Leider war ebenfalls Bedingung, dass die Grammatik vor Anwendung des Algorithmus nicht in Chomsky Normalform umgeformt werden darf...Also muss wirklich der Algorithmus an sich angepasst werden


----------



## Kirby.exe (27. Mai 2021)

fhoffmann hat gesagt.:


> Ich würde eher empfehlen, mir den CYK-Algorithmus genauer anzugucken und diese Erweiterung einzubauen.
> 
> Aber das ist nur ein vages Gefühl und ich habe keine wirkliche Lösung.

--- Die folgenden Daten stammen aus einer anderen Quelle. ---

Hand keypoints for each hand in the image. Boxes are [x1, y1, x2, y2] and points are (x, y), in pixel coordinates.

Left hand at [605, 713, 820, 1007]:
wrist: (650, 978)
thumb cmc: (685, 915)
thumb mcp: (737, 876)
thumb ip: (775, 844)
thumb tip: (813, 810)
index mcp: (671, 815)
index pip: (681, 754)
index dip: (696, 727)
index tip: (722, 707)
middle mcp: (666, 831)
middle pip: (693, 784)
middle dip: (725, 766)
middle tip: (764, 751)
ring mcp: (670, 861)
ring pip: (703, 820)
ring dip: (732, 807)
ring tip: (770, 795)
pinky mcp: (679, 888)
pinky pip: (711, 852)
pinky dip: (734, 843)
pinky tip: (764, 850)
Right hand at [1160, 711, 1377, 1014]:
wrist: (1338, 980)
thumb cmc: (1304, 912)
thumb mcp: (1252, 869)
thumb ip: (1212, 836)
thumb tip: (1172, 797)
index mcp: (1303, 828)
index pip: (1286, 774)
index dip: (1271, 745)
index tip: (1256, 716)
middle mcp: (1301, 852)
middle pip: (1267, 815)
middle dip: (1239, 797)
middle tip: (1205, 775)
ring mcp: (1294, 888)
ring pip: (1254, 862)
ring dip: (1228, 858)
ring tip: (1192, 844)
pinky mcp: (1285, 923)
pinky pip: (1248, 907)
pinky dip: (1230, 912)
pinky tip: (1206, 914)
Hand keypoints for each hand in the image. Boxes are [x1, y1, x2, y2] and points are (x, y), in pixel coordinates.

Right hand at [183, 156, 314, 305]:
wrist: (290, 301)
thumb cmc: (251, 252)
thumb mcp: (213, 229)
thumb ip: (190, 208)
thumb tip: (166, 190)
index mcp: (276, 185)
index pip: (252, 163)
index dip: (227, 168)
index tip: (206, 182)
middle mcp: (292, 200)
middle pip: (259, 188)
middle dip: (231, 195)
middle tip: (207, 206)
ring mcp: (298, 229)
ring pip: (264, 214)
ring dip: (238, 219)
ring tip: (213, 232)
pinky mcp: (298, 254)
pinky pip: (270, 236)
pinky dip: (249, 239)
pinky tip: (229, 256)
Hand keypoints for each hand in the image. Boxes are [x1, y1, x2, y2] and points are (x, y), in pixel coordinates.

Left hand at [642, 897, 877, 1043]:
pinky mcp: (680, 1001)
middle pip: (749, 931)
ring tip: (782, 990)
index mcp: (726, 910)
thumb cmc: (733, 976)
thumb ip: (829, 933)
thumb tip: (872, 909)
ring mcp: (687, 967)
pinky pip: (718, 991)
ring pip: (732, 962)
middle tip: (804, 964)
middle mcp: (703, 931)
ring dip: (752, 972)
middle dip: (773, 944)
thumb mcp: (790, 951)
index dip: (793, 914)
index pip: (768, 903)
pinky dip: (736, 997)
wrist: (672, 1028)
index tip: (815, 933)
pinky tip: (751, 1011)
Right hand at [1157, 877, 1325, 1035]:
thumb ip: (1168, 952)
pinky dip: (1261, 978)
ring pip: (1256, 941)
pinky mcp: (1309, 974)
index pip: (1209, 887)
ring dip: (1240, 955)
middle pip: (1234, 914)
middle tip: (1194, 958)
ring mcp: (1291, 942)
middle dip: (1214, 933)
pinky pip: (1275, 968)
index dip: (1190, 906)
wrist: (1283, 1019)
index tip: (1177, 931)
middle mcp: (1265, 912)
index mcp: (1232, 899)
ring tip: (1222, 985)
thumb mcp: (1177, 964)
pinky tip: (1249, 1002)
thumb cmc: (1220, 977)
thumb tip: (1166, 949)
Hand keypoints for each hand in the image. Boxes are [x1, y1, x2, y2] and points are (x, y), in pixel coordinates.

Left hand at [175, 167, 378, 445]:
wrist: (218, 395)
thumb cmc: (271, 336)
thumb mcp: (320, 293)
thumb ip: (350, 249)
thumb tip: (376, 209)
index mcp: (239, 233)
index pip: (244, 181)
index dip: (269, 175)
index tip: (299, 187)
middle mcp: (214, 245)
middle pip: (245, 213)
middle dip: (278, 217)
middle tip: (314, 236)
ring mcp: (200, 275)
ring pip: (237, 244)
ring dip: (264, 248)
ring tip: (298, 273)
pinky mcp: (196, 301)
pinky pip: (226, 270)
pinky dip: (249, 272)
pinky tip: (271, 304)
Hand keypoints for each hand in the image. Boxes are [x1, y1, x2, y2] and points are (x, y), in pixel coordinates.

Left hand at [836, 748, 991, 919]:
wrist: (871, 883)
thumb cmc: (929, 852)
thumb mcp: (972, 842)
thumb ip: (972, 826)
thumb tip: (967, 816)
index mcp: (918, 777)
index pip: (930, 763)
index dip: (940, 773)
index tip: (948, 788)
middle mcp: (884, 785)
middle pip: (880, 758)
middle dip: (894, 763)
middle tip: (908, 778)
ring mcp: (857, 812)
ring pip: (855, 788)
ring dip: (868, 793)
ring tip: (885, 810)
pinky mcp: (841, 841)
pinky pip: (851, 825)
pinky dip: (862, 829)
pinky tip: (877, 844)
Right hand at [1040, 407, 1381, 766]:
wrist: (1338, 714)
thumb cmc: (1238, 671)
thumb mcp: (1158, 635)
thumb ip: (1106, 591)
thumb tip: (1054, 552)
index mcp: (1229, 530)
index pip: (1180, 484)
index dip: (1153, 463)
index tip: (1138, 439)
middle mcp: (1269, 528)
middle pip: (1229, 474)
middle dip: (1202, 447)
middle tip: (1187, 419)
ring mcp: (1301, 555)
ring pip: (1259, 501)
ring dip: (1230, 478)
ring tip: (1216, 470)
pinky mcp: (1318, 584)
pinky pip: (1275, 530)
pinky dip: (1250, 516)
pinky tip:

Well there is our Problem xD Ich habe mir das Ding jetzt ewig angeschaut und keinen blassen Schimmer


----------



## Kirby.exe (27. Mai 2021)

mihe7 hat gesagt.:


> Oh, da will ich gar nicht widersprechen. Meine Aussage war auf das Studium bezogen, da hängt es dann wohl stark vom Dozenten ab. Wenn Du null Erklärungen sondern nur Formeln und Beweise um die Ohren gehauen bekommst und in jeder(!) Aufgabe, mit der Du dann das nicht vermittelte Wissen üben sollst, Fehler enthalten sind, die Dich Tage an Zeit kosten, dann kotzt Dich das irgendwann nur noch an. Die Aussage von @Kirby.exe bzgl. des "Lieblingsfachs" kann ich sehr gut nachvollziehen


Du sprichst mir aus der Seele xD Der Prof kennt sein Themengebiet sehr gut und das ist auch schön, aber didaktisch könnte das ein kleines Kind besser...xD Die Vorlesung ist mist und das Skript eine einzige Formelsammlung und wirkliche Erklärungen


----------